■ YOUR GOAL
Filter out all lines without the word "leave" from the data below, please, and copy the rest.

----- DATA FOR THE TASK -----

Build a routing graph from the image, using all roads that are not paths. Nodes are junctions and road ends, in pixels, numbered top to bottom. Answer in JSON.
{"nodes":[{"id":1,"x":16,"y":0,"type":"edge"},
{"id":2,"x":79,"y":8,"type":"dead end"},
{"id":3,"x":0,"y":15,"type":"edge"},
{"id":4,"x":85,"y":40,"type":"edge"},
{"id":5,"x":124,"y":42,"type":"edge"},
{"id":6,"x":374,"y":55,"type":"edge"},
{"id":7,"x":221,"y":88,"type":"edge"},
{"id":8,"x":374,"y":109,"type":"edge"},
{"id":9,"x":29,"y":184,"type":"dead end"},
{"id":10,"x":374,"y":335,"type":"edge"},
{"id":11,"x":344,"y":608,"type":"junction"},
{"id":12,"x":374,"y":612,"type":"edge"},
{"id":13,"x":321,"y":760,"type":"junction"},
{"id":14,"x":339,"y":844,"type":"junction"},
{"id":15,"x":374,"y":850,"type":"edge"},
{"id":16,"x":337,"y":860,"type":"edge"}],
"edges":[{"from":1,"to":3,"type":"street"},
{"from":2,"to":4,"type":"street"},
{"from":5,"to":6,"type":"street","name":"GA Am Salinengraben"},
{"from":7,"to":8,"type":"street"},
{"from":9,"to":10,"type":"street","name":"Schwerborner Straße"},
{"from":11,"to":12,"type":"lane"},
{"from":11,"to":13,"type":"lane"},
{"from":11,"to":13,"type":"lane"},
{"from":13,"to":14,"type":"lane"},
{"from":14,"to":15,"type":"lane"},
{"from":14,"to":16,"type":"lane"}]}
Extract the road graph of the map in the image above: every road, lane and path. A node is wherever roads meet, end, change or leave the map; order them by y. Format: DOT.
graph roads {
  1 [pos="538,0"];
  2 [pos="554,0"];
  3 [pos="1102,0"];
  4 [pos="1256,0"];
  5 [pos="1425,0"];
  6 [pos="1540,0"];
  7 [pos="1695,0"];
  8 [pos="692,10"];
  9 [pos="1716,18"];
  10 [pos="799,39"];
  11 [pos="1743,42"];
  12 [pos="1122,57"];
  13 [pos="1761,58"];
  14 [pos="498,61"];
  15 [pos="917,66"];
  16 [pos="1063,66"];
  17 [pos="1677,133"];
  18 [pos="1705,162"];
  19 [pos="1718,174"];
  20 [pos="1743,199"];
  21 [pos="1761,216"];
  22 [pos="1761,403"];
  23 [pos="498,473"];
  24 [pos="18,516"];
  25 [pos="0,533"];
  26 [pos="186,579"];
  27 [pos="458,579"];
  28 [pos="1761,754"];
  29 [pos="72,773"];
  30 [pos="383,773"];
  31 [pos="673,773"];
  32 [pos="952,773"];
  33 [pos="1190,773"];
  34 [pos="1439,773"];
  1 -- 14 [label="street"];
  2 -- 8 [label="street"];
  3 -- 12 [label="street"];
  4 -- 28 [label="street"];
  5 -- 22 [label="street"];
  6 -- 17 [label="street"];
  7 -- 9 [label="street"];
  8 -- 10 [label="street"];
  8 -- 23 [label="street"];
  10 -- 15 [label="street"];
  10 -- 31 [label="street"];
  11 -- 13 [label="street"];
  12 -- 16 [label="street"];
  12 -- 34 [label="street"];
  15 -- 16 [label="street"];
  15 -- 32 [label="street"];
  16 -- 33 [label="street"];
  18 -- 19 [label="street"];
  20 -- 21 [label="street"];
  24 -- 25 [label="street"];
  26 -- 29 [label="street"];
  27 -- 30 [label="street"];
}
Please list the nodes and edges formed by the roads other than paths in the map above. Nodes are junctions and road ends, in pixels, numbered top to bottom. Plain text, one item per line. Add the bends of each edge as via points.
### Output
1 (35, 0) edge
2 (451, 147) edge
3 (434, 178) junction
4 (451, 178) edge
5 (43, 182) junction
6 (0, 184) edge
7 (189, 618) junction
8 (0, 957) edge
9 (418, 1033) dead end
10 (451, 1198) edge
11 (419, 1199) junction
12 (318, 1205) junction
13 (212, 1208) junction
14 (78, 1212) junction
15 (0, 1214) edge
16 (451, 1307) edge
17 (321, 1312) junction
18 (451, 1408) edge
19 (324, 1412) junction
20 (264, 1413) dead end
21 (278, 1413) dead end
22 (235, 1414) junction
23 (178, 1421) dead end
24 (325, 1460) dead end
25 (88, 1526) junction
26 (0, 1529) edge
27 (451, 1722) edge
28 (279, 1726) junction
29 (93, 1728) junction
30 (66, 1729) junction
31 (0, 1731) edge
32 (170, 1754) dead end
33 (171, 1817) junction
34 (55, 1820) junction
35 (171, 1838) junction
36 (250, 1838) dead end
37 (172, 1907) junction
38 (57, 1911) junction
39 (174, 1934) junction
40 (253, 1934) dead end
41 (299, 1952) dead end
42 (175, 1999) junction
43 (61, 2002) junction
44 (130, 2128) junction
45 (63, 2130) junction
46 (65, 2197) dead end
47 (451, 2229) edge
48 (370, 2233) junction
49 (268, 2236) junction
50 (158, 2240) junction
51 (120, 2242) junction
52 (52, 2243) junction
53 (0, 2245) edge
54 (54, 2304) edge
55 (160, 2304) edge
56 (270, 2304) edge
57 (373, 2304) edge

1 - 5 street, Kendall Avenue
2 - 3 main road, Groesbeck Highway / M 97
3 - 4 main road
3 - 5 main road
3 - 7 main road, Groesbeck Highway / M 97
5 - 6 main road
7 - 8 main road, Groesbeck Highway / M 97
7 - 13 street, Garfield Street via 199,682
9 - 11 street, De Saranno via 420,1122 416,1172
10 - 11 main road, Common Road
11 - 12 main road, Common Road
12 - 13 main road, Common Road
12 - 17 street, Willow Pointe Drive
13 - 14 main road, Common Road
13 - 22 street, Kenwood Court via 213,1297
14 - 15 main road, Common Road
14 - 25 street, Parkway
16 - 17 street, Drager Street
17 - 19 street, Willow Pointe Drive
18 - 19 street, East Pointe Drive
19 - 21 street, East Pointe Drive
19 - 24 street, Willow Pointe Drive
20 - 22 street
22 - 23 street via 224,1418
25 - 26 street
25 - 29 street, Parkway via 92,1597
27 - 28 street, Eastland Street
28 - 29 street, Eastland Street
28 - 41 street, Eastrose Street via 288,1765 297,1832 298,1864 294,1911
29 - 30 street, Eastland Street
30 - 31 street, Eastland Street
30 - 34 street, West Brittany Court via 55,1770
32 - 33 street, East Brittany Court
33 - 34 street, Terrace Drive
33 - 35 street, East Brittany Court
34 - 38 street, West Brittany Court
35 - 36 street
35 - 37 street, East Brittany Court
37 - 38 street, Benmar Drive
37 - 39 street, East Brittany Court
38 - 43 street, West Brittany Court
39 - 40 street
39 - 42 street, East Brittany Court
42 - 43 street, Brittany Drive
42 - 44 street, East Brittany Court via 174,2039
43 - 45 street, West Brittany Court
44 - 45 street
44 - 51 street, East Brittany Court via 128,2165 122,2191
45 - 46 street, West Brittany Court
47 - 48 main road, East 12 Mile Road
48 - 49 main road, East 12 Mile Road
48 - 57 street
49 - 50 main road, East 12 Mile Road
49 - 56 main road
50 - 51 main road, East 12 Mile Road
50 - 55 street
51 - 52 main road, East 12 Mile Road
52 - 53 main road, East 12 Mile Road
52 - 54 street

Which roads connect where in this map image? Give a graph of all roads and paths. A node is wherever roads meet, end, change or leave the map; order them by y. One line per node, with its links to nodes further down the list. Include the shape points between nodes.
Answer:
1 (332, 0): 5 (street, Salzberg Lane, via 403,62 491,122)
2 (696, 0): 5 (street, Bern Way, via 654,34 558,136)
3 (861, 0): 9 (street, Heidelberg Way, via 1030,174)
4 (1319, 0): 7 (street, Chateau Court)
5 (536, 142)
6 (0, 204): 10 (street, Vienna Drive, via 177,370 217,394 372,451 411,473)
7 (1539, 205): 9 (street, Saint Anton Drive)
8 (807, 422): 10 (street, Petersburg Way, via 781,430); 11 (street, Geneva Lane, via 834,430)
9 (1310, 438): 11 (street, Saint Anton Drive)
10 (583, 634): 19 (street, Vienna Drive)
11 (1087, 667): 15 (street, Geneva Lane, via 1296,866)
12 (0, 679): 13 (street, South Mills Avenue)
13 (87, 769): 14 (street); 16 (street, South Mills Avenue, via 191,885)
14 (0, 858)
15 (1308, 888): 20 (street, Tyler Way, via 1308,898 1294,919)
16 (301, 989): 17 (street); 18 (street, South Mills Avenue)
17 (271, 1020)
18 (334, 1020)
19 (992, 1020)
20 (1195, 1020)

-----

■ COMPLETED TASK
Extract the road graph of the map in the image above: every road, lane and path. A node is wherever roads meet, end, change or leave the map; order them by y. Format: DOT.
Which roads connect where in this map image? Give a graph of all roads and paths. A node is wherever roads meet, end, change or leave the map; order them by y. One line per node, with its links to nodes further down the list. Include the shape points between nodes.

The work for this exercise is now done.